Scena Adoracji Dzieciątka z Tryptyku z Ptaszkowej

Panuje przekonanie, że w Wigilię los człowieka może zyskać swój jakby inny wymiar. Melchior Wańkowicz twierdził, że w tym dniu „na drodze mlecznej Szafarz Niebieski odwraca klepsydry naszych żywotów”

Bądź na bieżąco!

Zapisz się do newslettera

Fragment tryptyku z miejscowości Ptaszkowa w Małopolsce, polskiego arcydzieła, nie jest znany szerokiemu ogółowi. Polska posiada wiele niezwykłych i zapoznanych skarbów. Wszyscy potrzebujemy tych skarbów, które pogłębiają duchowość człowieka.
W Polsce poblask mistycznego przeżycia narodzin Boga przechował się w atmosferze niektórych dzieł malarstwa z epoki Średniowiecza. Odnaleźć można go w małych kościołach, nieznanych lub zapoznanych miejscowościach na polskiej prowincji, w małych miasteczkach i wsiach. Tam właśnie przetrwały owe średniowieczne „retabula”, czyli ołtarze we wnętrzach prowincjonalnych i uroczych.
Ptaszkowa - punkt na mapie Polski, gdzie istniał jeden z wielu średniowiecznych małych kościołów. Pochodzący z tego kościoła ołtarz jest obecnie przechowywany w zbiorach muzealnych. Ludzie nauki uznali jego niezwykłą wartość.
Miejscowość Ptaszkowa leży w Małopolsce (niedaleko Nowego Sącza). Jedno z najstarszych środowisk malarskich w Królestwie Polskim formuje się około 1400 r. w tej dzielnicy.
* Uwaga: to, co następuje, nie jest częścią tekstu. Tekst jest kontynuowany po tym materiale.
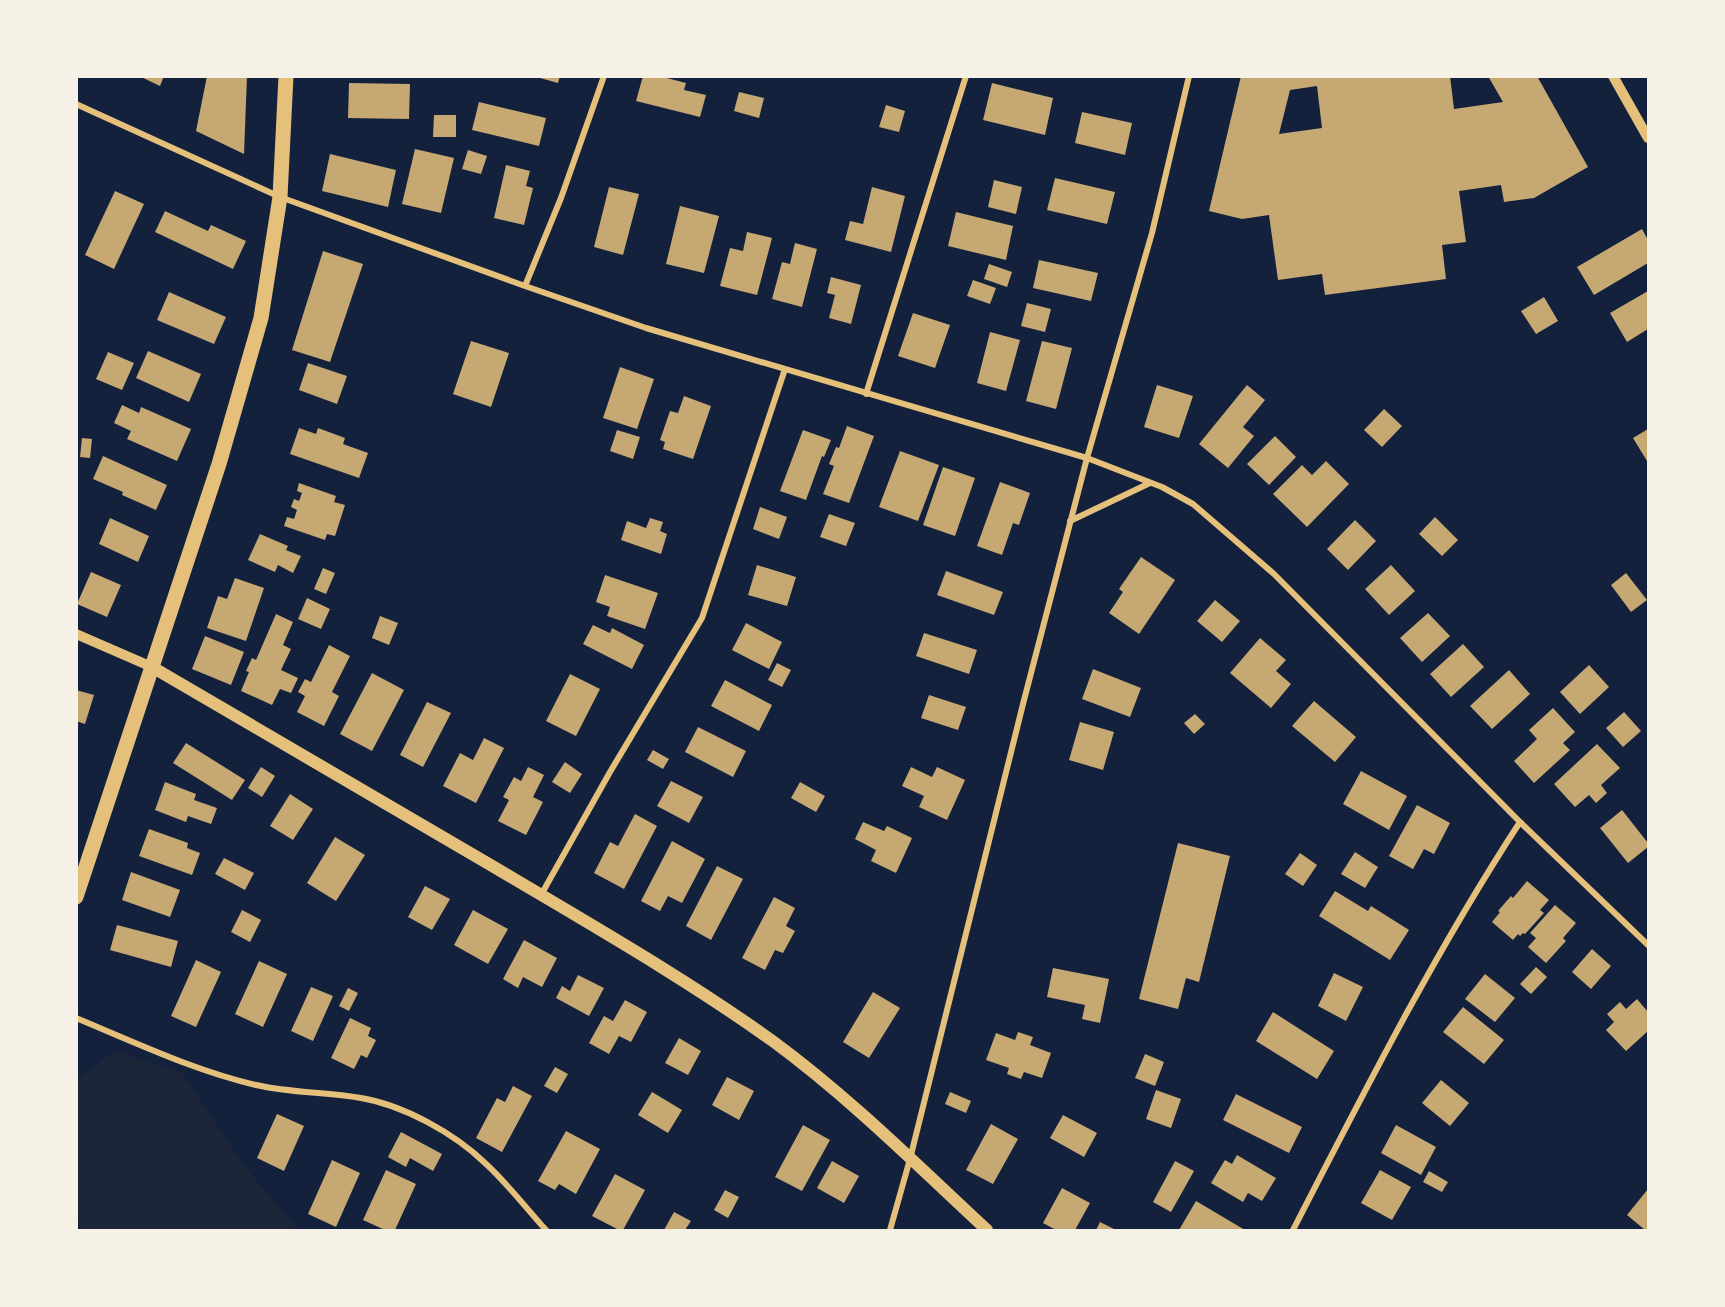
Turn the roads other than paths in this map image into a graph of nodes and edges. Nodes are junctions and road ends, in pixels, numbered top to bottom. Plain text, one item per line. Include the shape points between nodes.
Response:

Zostało ono nazwane szkołą „krakowsko-sądecką”, a za jeden z jej najpiękniejszych przykładów uznano ołtarz z Ptaszkowej.
Kwatera ołtarza z Ptaszkowej ze sceną Adoracji Dzieciątka pochodzi z ulubionego niegdyś cyklu przedstawień Radości Maryi, namalowanego na awersach skrzydeł ołtarza powstałego krótko przed 1450 r.
Scena Adoracji jest zdominowana przez kaligraficzną sylwetkę młodziutkiej Maryi promieniującej dworskim wdziękiem. Drugą równorzędną dominantę sceny stanowi Dzieciątko leżące w świetlistym kręgu jak Hostia.
Dziewczęca eteryczna Madonna pochyla głowę, okoloną ciężką złotą aureolą, i klęczy przed Dzieciątkiem w modlitewnym skupieniu. Madonna składa ręce w geście łagodnym i solennym. Cała zatopiona jest w adoracji. Jej sylwetkę okrywa suknia o dekoracyjnym gotyckim fałdowaniu. Szata spływa równoległymi fałdami wzdłuż wątłego ciała, by rozpłynąć się na ziemi koliście u kolan i stóp.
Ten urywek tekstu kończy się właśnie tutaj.